Ok...so scrap the line about the repeated frame. But the point is that I'm wondering if the PAL-NTSC conversion in the dvd player has built into the process *slowing down* the audio/video and outputting this signal as a 24 fps image that then gets 3/2 applied for 30 field/frame 480I/P playback.

This would make the most sense...and it seems it would not be hard to do. I mean hey...my minidisc player can adjust pitch and speed...so why not a DVD player?

-dave
 
Joined
Sep 28, 1999
Messages
45
This whole matter is off topic, but I would like to explain roughly what happens.

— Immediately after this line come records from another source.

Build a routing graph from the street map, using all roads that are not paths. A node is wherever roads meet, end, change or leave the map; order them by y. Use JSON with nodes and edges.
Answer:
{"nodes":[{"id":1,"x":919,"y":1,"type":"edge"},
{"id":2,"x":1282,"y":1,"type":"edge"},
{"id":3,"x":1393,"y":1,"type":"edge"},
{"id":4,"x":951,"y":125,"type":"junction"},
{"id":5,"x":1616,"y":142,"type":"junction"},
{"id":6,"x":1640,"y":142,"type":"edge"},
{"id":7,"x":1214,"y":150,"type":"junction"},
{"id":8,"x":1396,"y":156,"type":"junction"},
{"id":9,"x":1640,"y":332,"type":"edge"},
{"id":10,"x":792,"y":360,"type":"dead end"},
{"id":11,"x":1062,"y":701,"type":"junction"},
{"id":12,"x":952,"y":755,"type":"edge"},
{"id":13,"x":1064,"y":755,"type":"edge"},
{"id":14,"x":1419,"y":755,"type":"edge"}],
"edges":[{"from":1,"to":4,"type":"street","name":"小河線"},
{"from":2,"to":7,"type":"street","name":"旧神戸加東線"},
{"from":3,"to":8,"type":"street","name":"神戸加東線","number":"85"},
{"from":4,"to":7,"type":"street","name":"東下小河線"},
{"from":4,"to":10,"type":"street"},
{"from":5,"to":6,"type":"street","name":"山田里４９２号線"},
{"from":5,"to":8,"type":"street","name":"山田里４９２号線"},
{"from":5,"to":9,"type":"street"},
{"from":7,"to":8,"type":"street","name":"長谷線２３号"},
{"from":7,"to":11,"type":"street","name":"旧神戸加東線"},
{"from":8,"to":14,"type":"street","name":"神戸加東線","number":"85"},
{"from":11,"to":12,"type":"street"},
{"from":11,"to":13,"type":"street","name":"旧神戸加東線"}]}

When a film is coded to disc, it occurs at 24fps. When 50Hz country player plays it out it speeds up the playout to 25Hz with a 2:2 (or 1:1 depending on how pedantic you are) interlace frame rate. The audio is also clocked thru the DD decoder at a 4% higher rate to match. When a 60Hz country player plays this out (and this includes "converting" players such as the malata) the video undergoes the same 3:2 pulldown process that is required to transfer 24fps to 30fps, the audio is clocked out with no speedup. This play out is identical to if the disc was a 60Hz (NTSC) coded disc, the only difference being the need to perform a spatial reduction of 720x576 o 720x480.

When 50Hz (PAL) video material is coded to disc, it does so at 25fps, the audio essentially is coded at normal rate. When played back on a 50Hz system the video and audio clock out as they were clocked in, therefore no speedup is experienced.
I may be mistaken but I understand that if the disc was played out on a converting player the machine must repeat frames at an appropriate rate to effect a 25 > 30fps increase. The audio however is still played out at the same rate, so no speedup is experienced. It is the repeating of frames that causes unnatural motion (temporal) effects that is disturbing, a good broadcast converter will infact interpolate frames rather than repeating them. I understand that converting players do not do this, they simply repeat frames. Obviously the same spatial scaling reduction is required as for film sources.
Note, the requirement for 3:2 pulldown is not used as this would create a similar temporal judder that 3:2 pulldown creates and reduce speed by 4% a double negative.